His pictures are numerous, several are in the Galleria dell’Accademia in Florence and the Gemäldegalerie in Berlin, one can be seen in the Metropolitan Museum of Modern Art in New York. In the National Gallery in London, are two large panels which probably formed the two wings of a central piece (an “Enthroned Madonna,” or a “Coronation of the Virgin”), filled with figures of saints who appear to be in attendance of some grand ceremony or important personage, all the heads are finely distinguished in character. Also, an altarpiece dedicated to John the Baptist, which represents the baptism of Christ with subjects from the history of St. John below.
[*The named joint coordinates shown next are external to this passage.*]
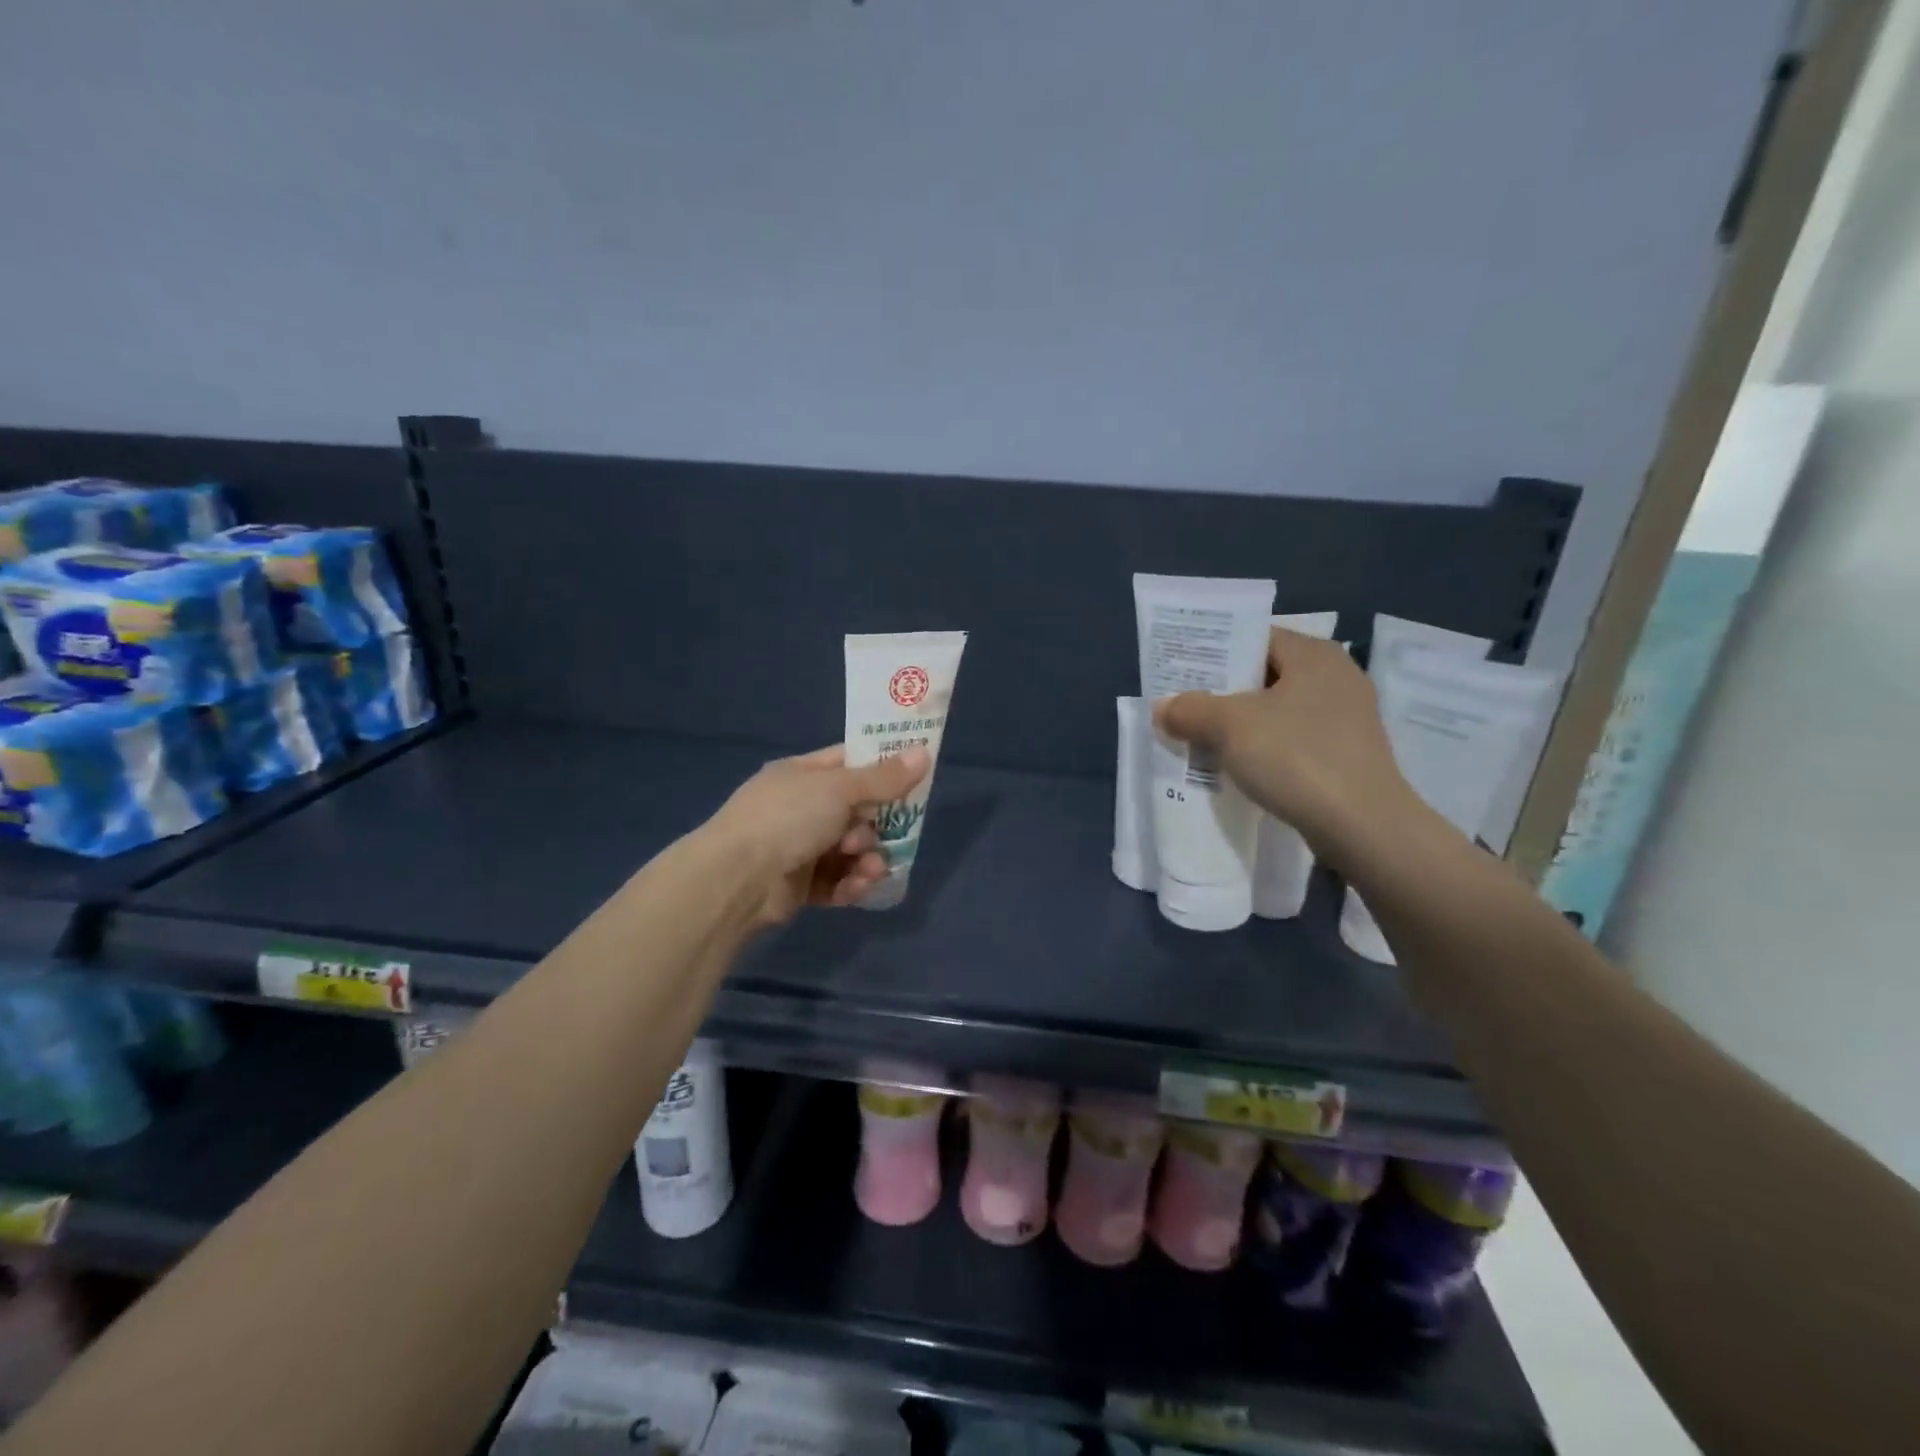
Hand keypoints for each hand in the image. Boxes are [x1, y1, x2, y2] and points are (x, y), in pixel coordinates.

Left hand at [701, 745, 930, 924]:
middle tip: (887, 833)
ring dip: (867, 859)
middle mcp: (800, 807)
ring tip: (871, 868)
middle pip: (856, 811)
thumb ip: (884, 777)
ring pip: (850, 850)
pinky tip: (857, 887)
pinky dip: (850, 884)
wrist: (737, 879)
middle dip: (876, 825)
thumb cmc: (788, 818)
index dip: (882, 767)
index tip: (915, 775)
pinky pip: (837, 881)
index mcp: (802, 774)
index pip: (849, 762)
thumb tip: (924, 752)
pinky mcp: (799, 884)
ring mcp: (798, 846)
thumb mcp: (840, 789)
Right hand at [1153, 628, 1425, 863]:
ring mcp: (1345, 719)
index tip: (1179, 670)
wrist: (1363, 827)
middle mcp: (1335, 678)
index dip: (1214, 651)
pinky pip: (1290, 740)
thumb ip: (1190, 710)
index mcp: (1314, 655)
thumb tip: (1162, 708)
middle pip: (1263, 675)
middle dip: (1220, 692)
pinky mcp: (1345, 756)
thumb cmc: (1296, 757)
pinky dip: (1261, 748)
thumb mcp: (1230, 727)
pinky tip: (1235, 767)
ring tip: (1198, 738)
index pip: (1255, 637)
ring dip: (1238, 725)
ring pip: (1275, 711)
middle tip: (1181, 705)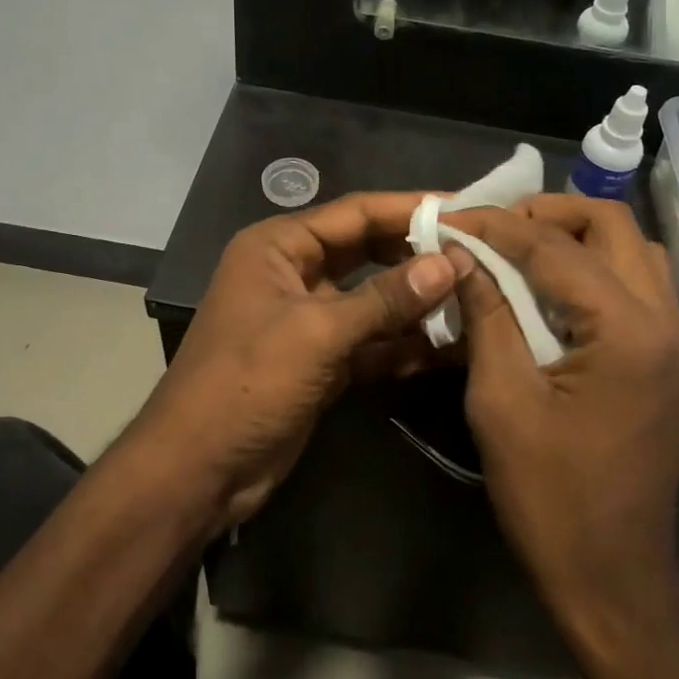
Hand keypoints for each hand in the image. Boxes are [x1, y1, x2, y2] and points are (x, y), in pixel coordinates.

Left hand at [135, 193, 460, 530]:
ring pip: (373, 300)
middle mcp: (293, 274)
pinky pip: (371, 342)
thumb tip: (451, 263)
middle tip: (480, 255)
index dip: (411, 208)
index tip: (467, 209)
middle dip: (419, 255)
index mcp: (278, 247)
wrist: (199, 469)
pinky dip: (404, 344)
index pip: (356, 213)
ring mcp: (308, 320)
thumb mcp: (317, 333)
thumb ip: (385, 298)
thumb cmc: (247, 383)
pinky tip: (451, 347)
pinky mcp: (321, 362)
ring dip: (418, 303)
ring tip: (479, 299)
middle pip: (368, 252)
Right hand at [444, 196, 678, 632]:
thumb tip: (462, 255)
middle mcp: (665, 319)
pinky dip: (595, 266)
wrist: (613, 572)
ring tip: (519, 248)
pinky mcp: (670, 358)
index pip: (554, 246)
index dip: (495, 225)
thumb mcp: (500, 400)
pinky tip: (553, 287)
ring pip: (632, 248)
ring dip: (576, 236)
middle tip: (490, 228)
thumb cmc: (549, 494)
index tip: (449, 218)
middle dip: (546, 213)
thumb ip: (486, 314)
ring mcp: (676, 338)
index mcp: (627, 329)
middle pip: (611, 224)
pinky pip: (638, 283)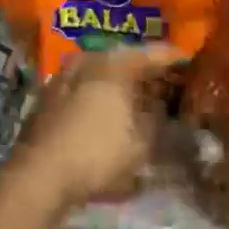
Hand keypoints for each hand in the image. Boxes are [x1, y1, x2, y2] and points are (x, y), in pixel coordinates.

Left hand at [10, 44, 185, 209]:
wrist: (40, 174)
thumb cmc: (98, 154)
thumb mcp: (141, 144)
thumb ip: (156, 123)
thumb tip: (161, 111)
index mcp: (114, 65)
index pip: (151, 54)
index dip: (172, 57)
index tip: (188, 58)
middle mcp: (87, 62)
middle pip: (122, 59)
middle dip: (143, 69)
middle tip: (163, 78)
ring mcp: (62, 77)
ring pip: (99, 72)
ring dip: (117, 81)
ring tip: (135, 94)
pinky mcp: (46, 98)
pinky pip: (81, 87)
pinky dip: (97, 94)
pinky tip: (105, 109)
These are just a few examples of the style of Taddeo’s work which are worthy of study.
There are four small pictures which he painted to be found in the Louvre, and four grander ones in the Gemäldegalerie in Berlin. Between Taddeo Gaddi and Simone Martini there existed an ardent friendship and a mutual admiration, which did honour to both. He was, like many of the old painters, a skilful architect and built the Ponte Vecchio (Old Bridge) in Florence, which is still standing and famous for the goldsmiths’ shops which line it on either side. After Giotto, there was no name more celebrated in his time than that of Taddeo Gaddi.
Gaddi died in 1366, leaving behind two sons, Agnolo and Giovanni, who were also both painters. Another of Giotto’s most famous followers was Tommaso di Stefano (aka Maso di Banco), nicknamed Giottino, or “the little Giotto”, for the success with which he emulated his master. He was of a thoughtful, rather melancholy temperament and seems to have focused all the tenderness of his nature into a small picture of the dead Christ lamented by his mother, the other Maries, and Nicodemus, which exists in the Galleria degli Uffizi in Florence.